Speaking during Senate estimates on Thursday, the new RBA governor left the door open to a rate hike on Melbourne Cup day, but played down fears that the inflation report highlighted a step-up in price pressures that would require even more tightening of monetary policy. The data had come in “pretty much where we thought,” she said.
Her comments sent the Australian dollar down to the lowest level since November 2022 and saw the policy-sensitive three-year government bond yield pare its opening advance. Money market bets also eased, now implying a 60 per cent chance of a November 7 rate hike, down from 80 per cent after the inflation figures on Wednesday.
Questioned on how she would assess the current inflation picture, Bullock agreed with a senator’s characterisation that the bank remains “wary.”
The board doesn’t “know if the job is done yet” on inflation, she said, adding that “we may need to go again” on interest rates.
Wall Street, oil market
Overnight on Wall Street, all three major US stock indexes declined, weighed down by Alphabet after Google’s parent posted disappointing earnings. At the same time, rising bond yields revived investor fears that the US Federal Reserve could keep rates higher for longer. The S&P 500 lost 1.4 per cent to 4186.77, while the Dow Jones Industrial Average shed 0.3 per cent and interest-rate-sensitive megacaps sent the Nasdaq Composite down 2.4 per cent, its worst drop this year.
“The dominant themes of the day are disappointment with tech earnings and rising interest rates,” said Jay Hatfield, portfolio manager at InfraCap in New York. “Rates continue to be a huge overhang on the market, as they should be.”
In commodities, oil prices rose overnight as Israel mounts preparations for a ground invasion of Gaza and the US readies air defences in the region. Israel’s Prime Minister Benjamin Netanyahu said in a televised speech that the country is in a battle for its existence.
West Texas Intermediate rallied above $US85 a barrel and Brent cruse jumped above $US90 a barrel as the comments injected a fresh risk-war premium.
“Crude is trading from headline to headline as the market tries to price in the potential” of war ensnaring multiple countries in the Middle East, said Rebecca Babin, a senior energy trader at CIBC Private Wealth. “Living headline to headline keeps traders on the edge of their seats and likely to react quickly before understanding the full impactions of what is happening.”
The yields on 10-year Treasury notes also resumed their upward drift, edging closer to the 5 per cent level again, after robust new US home sales data and mortgage rates reaching 23-year highs affirmed market expectations of prolonged elevated interest rates heading into 2024.
Big Tech in focus
On Wall Street, shares of Alphabet plunged 9.5 per cent after the Google parent reported disappointing cloud services revenue, reviving fears of an economic slowdown.
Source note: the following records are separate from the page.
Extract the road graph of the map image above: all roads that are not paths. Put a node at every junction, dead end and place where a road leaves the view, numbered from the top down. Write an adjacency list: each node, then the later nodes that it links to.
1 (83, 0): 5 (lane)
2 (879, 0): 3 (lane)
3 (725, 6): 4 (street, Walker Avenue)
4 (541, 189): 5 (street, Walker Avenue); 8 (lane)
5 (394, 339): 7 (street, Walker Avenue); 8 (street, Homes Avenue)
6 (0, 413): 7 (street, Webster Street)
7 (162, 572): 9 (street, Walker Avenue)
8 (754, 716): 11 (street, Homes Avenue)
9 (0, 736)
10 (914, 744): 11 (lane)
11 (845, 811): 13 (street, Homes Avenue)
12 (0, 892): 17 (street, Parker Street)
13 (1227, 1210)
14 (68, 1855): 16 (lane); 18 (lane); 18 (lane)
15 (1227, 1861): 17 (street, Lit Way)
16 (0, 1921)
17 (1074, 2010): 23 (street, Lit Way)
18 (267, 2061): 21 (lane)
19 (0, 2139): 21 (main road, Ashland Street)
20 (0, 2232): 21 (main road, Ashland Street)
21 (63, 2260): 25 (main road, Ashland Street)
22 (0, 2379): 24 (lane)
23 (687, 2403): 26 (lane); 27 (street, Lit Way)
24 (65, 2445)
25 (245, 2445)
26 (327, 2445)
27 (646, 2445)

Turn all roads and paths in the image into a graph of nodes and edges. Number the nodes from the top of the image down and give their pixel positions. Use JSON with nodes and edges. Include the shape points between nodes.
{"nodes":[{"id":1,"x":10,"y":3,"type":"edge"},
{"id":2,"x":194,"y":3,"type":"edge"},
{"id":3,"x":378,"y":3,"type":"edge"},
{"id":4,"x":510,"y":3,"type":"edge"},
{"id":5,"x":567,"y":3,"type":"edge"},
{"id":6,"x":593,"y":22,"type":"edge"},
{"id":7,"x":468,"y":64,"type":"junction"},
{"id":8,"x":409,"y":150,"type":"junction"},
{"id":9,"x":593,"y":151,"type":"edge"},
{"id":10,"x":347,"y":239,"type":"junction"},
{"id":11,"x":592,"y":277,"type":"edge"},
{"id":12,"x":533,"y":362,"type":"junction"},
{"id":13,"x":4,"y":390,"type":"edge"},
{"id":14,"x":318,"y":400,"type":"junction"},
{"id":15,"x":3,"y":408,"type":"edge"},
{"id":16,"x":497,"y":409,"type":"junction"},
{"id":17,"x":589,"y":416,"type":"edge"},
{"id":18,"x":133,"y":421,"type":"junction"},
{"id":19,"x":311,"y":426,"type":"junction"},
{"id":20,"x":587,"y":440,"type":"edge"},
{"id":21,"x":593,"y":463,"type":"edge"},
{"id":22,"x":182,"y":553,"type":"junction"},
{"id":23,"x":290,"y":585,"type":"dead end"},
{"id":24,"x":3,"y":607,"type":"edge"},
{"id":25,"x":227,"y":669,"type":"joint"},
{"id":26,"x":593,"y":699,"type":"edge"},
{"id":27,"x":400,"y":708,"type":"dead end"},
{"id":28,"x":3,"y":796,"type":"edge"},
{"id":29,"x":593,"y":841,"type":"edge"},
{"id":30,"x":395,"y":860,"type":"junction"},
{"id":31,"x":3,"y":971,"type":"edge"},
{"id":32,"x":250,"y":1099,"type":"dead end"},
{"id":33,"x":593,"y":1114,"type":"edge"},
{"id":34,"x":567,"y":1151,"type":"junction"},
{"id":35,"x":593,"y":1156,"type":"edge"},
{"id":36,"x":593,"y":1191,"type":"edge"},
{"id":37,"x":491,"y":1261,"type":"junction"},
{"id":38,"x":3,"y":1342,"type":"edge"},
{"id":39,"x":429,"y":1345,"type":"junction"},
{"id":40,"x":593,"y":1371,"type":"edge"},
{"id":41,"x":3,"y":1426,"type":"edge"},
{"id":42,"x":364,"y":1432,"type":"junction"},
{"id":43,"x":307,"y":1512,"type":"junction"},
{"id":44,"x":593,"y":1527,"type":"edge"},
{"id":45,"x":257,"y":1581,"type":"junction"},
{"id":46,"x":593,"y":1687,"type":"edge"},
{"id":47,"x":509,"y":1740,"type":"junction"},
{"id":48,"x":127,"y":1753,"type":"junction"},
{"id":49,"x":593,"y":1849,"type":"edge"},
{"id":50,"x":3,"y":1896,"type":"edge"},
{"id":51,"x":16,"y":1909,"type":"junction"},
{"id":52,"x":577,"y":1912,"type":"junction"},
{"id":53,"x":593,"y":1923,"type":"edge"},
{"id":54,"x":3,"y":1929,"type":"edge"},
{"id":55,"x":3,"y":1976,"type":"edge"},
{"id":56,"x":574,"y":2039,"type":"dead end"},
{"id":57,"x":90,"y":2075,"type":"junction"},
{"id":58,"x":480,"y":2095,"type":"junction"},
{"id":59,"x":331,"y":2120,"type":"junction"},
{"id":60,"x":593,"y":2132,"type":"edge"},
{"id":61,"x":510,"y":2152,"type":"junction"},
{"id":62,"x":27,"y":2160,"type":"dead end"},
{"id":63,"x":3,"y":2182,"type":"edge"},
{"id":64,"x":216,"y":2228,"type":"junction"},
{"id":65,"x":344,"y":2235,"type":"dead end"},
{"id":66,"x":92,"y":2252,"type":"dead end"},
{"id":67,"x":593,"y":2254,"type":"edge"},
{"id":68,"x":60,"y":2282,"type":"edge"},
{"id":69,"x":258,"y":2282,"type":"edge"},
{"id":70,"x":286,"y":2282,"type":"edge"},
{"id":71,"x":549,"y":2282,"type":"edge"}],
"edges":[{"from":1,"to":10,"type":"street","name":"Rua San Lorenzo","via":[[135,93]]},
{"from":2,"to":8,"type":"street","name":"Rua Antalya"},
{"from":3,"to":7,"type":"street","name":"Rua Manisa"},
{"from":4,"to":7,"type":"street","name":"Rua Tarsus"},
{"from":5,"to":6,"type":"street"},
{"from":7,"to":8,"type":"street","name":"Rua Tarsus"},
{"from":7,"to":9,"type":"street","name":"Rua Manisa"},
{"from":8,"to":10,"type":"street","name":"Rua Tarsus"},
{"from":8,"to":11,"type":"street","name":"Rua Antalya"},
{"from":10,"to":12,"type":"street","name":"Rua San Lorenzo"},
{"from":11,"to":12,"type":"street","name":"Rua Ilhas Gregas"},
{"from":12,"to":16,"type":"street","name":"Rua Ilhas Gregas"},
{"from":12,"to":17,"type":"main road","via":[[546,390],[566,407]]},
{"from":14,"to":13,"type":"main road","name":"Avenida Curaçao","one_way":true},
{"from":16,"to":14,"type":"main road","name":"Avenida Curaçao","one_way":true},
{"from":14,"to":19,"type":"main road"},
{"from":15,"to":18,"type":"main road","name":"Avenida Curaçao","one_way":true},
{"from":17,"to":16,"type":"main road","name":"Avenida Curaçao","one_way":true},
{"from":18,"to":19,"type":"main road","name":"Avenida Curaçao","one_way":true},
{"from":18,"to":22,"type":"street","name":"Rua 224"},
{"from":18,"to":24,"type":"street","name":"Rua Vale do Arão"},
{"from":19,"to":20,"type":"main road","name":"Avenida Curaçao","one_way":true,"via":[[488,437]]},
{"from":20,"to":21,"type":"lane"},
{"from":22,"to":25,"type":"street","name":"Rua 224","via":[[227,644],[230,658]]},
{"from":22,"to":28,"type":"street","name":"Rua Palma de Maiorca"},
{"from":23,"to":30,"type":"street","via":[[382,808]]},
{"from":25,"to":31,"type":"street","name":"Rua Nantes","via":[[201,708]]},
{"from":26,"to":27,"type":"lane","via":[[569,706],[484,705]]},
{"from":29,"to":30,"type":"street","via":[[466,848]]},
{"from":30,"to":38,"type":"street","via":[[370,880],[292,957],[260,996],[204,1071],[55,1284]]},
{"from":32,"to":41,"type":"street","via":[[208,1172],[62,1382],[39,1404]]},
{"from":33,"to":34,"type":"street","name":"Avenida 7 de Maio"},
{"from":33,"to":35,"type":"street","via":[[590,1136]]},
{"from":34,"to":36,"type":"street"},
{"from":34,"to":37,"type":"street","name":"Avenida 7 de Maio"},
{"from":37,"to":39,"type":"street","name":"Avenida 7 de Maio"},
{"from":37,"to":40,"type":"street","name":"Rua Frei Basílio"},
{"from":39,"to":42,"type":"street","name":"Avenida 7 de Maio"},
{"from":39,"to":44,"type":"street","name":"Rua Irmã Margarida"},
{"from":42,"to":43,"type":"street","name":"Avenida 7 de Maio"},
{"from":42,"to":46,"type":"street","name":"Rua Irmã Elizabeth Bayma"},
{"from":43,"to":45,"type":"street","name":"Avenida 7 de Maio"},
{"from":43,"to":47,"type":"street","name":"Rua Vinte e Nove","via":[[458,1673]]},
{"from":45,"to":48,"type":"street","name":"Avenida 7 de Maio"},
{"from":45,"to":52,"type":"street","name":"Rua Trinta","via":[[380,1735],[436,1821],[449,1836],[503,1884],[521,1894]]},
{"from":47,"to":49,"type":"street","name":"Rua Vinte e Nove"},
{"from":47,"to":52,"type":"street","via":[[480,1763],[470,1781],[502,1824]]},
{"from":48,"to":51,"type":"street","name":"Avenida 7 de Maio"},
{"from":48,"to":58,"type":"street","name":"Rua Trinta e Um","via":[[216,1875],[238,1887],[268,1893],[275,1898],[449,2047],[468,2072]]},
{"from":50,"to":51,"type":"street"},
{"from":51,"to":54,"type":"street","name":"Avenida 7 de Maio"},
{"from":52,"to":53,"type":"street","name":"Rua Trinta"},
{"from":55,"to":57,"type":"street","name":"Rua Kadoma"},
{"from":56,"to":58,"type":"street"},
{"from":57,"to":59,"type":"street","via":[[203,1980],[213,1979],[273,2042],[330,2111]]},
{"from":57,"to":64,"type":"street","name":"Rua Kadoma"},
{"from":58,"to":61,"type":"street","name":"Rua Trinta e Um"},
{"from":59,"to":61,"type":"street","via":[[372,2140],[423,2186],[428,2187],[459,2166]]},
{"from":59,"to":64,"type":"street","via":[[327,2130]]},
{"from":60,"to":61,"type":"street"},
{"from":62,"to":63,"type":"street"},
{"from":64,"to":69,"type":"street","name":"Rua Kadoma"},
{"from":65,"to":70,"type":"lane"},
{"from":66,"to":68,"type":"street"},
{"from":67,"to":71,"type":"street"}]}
The communication services sector, of which Alphabet is a constituent, was on track for its biggest daily percentage drop since February 2022. Microsoft advanced 3.1 per cent following its better-than-expected result.
Social media giant Meta Platforms was next in line, reporting its results after the bell this morning [AEDT]. The owner of Facebook, Instagram and WhatsApp unveiled its strongest growth in two years, but its shares slumped 3 per cent in after-hours trading after its finance chief Susan Li told investors the company’s ad sales depended heavily on a strong economy, warning the “revenue outlook is uncertain” for 2024.
It is a momentous week for earnings in the US, with nearly one-third of the companies in the S&P 500 expected to post third-quarter results. So far, 146 of the S&P 500 have reported. Of those, 80 per cent have delivered earnings above expectations.
“Earnings drive stock prices,” said Howard Ward, chief investment officer of Growth Equities and portfolio manager at Gabelli Funds. “This is where the rubber meets the road. A recession would result in higher unemployment, less consumer spending, slower gross domestic product growth and lower earnings, which implies lower stock prices.”